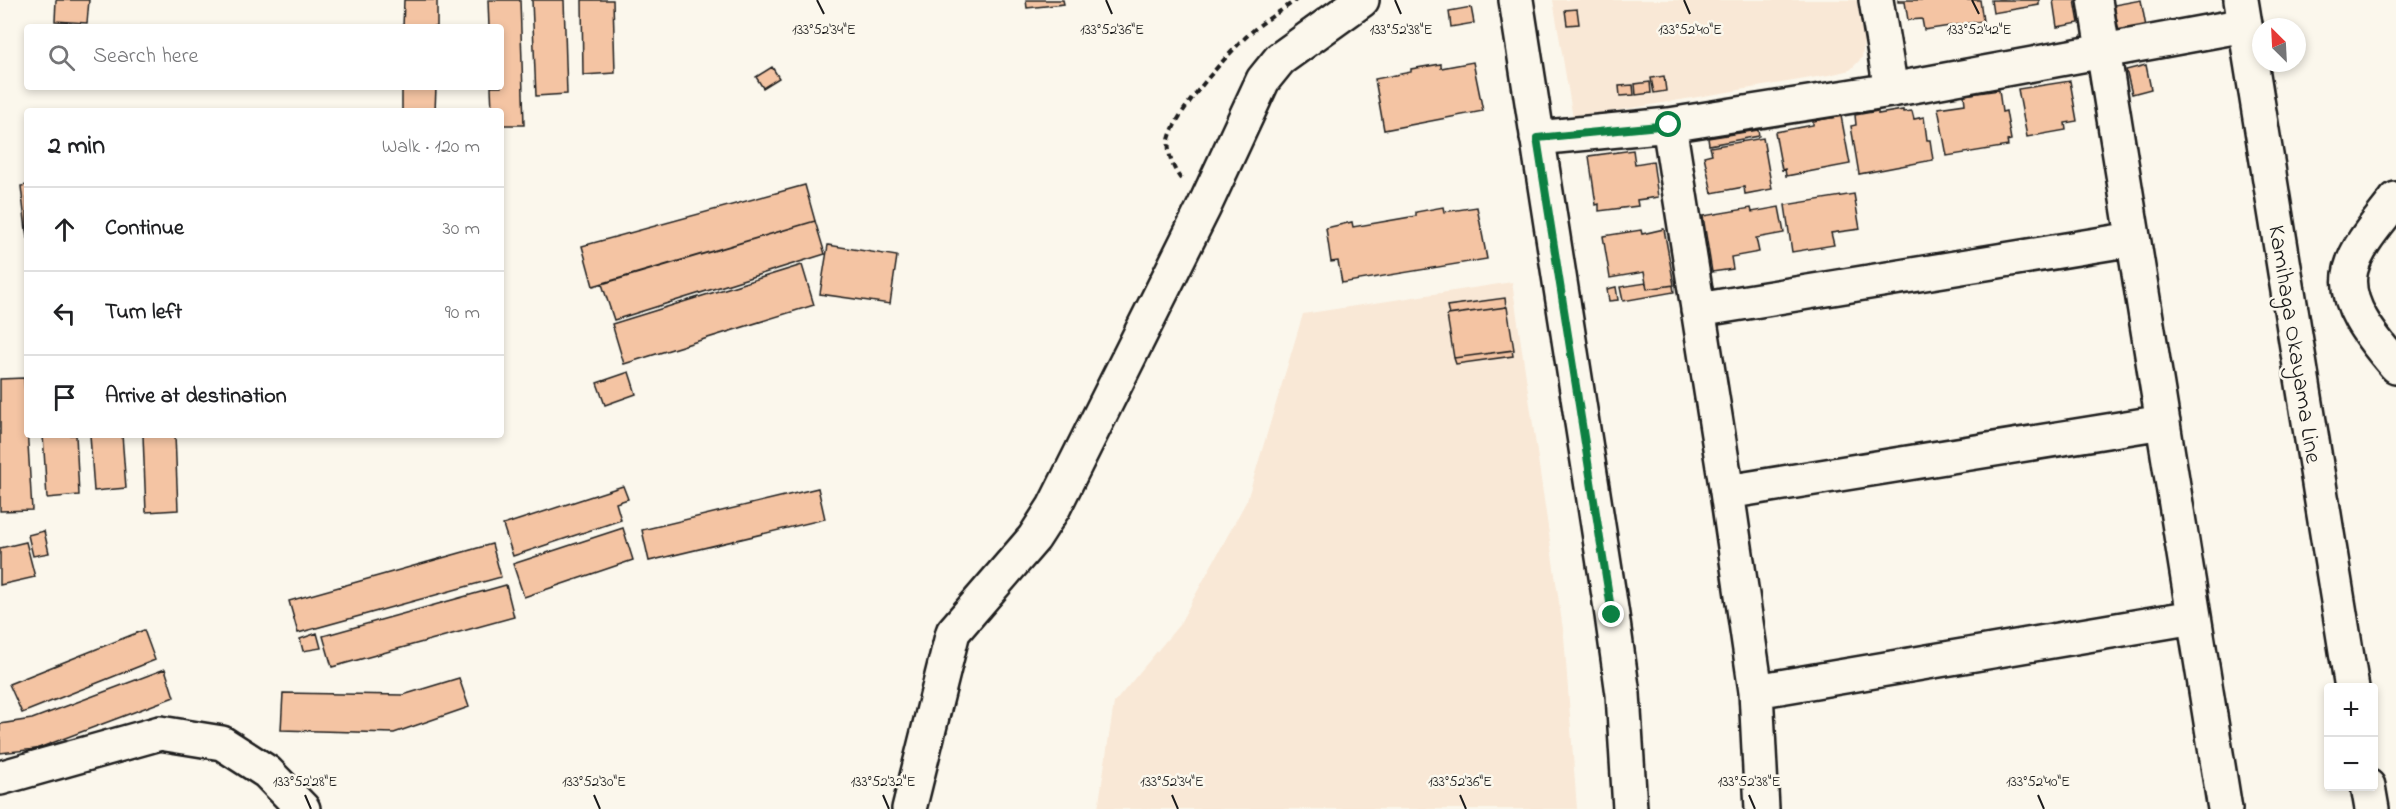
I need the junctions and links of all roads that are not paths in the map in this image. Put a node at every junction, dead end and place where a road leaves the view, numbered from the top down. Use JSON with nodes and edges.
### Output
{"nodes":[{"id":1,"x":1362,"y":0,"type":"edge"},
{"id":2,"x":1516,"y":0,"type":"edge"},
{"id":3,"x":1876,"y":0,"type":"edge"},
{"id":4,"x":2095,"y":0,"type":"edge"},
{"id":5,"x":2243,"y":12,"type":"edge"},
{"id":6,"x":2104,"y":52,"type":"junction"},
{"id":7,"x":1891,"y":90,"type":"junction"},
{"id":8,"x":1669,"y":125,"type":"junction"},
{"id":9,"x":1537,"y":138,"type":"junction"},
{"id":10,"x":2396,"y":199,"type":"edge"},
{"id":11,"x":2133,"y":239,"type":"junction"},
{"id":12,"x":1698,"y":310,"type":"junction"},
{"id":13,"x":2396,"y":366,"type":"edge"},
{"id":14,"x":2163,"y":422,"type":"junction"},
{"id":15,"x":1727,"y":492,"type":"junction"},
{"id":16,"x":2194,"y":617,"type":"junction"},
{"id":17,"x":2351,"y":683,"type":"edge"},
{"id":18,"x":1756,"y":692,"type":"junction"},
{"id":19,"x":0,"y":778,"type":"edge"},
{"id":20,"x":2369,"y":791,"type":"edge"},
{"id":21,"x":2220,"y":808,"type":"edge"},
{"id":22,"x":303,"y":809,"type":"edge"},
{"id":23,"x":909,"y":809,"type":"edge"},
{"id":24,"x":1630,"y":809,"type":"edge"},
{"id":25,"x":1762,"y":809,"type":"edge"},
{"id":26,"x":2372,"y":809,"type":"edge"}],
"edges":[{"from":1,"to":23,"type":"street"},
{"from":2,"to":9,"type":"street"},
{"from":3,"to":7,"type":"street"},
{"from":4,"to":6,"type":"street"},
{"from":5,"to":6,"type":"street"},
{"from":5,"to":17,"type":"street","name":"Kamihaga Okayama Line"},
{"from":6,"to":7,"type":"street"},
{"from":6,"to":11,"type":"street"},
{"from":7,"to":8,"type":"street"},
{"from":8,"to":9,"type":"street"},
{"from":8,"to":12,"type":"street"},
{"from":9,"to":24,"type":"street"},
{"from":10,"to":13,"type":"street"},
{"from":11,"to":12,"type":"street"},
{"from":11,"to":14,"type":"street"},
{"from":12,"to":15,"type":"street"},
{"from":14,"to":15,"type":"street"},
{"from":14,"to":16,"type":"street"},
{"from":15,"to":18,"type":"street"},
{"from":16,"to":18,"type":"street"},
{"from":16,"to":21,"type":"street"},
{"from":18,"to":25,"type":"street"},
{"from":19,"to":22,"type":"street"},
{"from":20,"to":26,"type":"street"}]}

□ □ □ □ □

* _What to do_
Look through the records and count each line that holds "nodes". Write only the total.

* _Final answer_
2